Players who have engaged in RMT and bought a service from a goldfarming agency, have an imbalanced gameplay. The flow they experience differ from normal players, who have played, learned and experienced the game’s narrative, quests, challenges and environments their selves. Therefore, engaging in a group to overcome the games hardest challenges will often lead to failure of the whole group, name calling, being removed from the group or disbanding the group altogether. The player does not have the experience other players have, do not know what to do and do not know how to play their character to the full extent.

Players who see this kind of activity usually think this is unfair against other players. This can be seen as a form of cheating, because it is deliberately destroying the way a game is meant to be. Using a game in such way may “essentially destroy traditional gameplay by deviating from the established rule set of the game” (Galloway 13). This is why most players do not hate the fact that other players buy gold, but the fact that RMT ruins gameplay.

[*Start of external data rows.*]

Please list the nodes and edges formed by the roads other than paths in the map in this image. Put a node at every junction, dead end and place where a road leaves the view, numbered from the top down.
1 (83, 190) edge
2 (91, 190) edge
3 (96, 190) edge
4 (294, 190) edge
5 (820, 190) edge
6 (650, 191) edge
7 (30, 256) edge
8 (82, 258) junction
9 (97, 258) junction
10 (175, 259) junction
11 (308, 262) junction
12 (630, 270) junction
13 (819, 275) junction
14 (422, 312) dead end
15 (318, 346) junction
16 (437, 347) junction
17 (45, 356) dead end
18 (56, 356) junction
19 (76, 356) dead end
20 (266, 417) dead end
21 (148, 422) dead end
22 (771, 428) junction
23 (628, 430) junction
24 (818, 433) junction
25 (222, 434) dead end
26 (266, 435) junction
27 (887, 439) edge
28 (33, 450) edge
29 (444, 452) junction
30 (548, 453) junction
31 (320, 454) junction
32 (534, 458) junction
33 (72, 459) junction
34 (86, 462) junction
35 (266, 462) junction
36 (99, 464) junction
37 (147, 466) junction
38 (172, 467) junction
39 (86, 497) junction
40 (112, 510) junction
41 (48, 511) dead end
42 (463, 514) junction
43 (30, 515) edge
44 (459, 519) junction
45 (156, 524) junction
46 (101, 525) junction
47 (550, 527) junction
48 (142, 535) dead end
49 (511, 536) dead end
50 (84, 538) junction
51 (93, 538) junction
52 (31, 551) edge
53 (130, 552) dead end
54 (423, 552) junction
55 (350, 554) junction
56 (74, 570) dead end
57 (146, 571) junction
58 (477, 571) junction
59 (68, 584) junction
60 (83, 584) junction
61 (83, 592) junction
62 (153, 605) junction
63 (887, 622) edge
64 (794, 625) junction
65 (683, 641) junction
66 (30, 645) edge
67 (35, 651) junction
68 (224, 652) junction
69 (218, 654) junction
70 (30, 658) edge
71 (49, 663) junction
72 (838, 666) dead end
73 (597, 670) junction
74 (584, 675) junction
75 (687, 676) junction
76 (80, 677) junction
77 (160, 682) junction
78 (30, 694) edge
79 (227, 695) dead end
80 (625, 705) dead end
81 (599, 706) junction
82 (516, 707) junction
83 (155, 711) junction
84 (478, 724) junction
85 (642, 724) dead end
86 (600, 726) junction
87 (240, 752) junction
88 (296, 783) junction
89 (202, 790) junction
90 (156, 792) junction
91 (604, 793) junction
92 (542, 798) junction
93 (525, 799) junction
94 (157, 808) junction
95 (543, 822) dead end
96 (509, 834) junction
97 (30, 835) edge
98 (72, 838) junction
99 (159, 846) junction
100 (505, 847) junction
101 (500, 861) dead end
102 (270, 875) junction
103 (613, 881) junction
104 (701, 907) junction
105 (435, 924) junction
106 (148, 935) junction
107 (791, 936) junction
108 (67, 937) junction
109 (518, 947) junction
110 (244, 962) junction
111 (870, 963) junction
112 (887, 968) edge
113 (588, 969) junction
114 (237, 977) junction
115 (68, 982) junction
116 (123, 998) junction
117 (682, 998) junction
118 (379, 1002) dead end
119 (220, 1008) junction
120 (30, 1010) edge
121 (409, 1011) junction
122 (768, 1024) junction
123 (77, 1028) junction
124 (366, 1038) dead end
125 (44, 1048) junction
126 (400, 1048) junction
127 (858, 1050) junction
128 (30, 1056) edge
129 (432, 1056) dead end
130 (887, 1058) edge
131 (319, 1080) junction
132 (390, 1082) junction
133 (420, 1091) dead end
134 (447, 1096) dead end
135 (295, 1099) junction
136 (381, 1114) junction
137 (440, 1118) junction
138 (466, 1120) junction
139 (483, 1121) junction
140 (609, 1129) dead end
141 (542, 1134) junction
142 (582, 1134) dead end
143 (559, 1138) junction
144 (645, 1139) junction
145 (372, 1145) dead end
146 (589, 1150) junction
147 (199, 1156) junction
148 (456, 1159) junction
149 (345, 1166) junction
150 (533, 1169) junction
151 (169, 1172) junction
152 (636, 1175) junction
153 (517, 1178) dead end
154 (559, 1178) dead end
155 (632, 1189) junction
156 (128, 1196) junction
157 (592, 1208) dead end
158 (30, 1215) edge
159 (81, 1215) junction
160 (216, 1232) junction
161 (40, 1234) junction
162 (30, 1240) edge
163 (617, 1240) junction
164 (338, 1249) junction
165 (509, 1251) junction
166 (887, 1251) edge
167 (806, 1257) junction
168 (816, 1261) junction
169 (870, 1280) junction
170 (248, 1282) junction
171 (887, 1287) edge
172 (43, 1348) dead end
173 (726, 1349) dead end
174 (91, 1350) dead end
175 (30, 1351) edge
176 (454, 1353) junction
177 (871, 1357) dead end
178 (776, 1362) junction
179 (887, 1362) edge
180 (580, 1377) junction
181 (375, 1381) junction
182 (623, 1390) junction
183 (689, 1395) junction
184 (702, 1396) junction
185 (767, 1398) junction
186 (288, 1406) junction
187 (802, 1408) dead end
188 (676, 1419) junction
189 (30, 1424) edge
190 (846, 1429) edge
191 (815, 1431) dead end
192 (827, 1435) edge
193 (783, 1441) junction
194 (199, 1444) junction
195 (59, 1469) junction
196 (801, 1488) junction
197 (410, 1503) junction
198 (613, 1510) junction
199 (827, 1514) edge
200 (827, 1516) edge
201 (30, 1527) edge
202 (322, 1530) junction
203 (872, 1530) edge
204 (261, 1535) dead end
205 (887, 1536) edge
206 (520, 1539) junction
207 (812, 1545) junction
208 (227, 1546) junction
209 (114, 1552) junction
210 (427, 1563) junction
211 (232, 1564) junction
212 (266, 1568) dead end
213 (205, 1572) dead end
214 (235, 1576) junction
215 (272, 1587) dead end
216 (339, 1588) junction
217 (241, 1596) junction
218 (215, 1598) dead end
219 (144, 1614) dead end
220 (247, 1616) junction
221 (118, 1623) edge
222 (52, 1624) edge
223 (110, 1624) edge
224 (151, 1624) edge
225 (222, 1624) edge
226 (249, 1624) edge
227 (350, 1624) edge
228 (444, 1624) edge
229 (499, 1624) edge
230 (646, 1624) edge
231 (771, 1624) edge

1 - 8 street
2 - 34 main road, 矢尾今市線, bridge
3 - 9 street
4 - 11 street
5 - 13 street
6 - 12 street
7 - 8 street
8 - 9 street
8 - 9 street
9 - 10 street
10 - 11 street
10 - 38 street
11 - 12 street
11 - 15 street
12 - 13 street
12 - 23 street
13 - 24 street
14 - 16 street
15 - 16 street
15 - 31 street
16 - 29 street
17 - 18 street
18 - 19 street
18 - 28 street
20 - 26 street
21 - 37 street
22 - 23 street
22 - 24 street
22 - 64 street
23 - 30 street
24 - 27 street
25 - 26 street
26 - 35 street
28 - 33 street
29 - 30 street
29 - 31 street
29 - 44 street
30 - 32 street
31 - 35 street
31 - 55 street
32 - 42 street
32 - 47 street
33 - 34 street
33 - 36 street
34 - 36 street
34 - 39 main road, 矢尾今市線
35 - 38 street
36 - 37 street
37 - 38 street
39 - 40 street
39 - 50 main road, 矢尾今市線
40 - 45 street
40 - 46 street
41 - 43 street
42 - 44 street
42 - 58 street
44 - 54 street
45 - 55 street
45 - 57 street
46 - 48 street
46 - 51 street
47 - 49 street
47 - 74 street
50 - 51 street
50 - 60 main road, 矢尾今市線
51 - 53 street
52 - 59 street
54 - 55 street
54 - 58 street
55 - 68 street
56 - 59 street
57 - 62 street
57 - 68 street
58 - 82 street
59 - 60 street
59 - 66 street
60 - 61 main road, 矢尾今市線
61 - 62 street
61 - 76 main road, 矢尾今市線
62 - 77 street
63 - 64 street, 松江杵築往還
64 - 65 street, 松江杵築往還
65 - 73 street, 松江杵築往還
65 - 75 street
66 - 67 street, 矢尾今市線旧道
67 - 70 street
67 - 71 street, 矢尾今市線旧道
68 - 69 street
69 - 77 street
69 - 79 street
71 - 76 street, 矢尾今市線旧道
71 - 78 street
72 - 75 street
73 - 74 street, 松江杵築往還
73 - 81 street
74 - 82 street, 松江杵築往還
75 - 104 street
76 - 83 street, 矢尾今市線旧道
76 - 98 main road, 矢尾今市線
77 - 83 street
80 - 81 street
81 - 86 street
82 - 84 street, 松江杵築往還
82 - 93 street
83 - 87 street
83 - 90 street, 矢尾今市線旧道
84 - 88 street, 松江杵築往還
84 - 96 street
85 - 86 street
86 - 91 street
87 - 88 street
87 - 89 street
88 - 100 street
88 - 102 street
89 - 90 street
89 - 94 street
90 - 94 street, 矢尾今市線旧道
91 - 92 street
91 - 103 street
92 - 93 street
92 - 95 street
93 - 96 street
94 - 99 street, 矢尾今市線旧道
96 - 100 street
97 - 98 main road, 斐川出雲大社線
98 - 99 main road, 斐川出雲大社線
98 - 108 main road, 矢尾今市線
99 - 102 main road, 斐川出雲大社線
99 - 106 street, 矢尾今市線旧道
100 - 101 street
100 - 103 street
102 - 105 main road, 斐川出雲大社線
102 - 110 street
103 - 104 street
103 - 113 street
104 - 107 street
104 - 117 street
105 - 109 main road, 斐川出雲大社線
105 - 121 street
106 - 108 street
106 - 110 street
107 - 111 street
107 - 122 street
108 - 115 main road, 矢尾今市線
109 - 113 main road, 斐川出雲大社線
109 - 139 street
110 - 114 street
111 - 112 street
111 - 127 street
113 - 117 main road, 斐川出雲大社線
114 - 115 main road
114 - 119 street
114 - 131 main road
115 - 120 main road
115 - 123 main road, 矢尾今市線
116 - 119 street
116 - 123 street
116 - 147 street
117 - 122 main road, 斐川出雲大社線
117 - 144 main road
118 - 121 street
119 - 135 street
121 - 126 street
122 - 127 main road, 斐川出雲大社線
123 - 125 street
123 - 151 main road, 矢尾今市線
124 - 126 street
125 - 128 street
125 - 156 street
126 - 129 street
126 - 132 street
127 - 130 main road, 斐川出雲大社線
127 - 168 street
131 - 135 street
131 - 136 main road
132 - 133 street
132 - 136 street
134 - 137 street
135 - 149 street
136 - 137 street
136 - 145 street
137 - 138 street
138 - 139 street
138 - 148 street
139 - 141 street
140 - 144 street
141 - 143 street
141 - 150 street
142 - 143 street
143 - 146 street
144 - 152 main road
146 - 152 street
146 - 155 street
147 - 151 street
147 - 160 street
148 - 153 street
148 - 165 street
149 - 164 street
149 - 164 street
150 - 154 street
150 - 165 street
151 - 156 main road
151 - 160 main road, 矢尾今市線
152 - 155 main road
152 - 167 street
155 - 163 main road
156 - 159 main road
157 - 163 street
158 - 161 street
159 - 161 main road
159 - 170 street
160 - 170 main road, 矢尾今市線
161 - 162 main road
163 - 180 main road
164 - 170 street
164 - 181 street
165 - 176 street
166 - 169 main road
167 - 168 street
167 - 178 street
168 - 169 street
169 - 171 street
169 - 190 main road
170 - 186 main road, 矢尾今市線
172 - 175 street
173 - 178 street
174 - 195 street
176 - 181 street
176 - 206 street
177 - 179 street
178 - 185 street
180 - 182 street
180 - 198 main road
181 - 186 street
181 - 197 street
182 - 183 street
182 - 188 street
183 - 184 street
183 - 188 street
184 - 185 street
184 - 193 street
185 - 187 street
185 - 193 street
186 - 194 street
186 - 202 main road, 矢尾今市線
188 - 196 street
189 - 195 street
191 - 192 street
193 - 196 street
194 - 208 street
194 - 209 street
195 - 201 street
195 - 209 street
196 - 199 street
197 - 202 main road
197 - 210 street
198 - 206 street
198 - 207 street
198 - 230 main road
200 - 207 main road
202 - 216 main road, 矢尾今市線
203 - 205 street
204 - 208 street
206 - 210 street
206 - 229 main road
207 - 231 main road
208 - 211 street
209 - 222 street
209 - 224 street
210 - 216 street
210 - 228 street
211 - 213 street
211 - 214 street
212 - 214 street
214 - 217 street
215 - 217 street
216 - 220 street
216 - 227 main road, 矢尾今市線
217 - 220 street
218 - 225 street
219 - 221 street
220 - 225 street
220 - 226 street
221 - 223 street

On the 9th of August 2012, hackers have tried to gain access to the internal network of Blizzard Entertainment, enabling the intruders to see the personal security question, information relating to Mobile and Dial-In Authenticators and encrypted versions of the users password. Blizzard states that this information alone is not enough to gain access to user accounts, but in reality, this could just as well lead up to the use of those accounts by goldfarmers to use the stolen characters to farm gold with. Source: http://us.blizzard.com/en-us/securityupdate.html

For more information on goldfarming, you can find a small documentary below. The video’s descriptions read:

The story is no longer about gaming; but about how people face their reality or virtual reality, how people distinguish play and work, and how people deal with cross-cultural interaction in our real or virtual global village.

Feel free to take a look:

http://youtube.com/watch?v=q3cmCKjPLR8 (part 1)
http://youtube.com/watch?v=3rezLLMhwSM (part 2)
http://youtube.com/watch?v=kCXZNA74iIo (part 3)

Literature:
Csikszentmihalyi, Mihaly. Flow: The Psychology of Optimal Experience. New York: Harper and Row, 1990.

Galloway, Alexander. Gaming Essays on Algorithmic Culture 18. Minneapolis: University of Minnesota Press, 2006.

Heeks, Richard. Current Analysis and Future Research Agenda on “Gold Farming”: Real-World Production in Developing Countries for the Virtual Economies of Online Games. Manchester: University of Manchester, 2008.

Kücklich, Julian. “Precarious Playbour: Modders and the Digital Games Industry”, Fibreculture Journal 5. 2005: 15-05-2012. <http://five.fibreculturejournal.org/fcj-025-precarious-playbour-modders-and-the-digital-games-industry/>.

Shaviro, Steven. Money for Nothing: Virtual Worlds and Virtual Economies. 2007.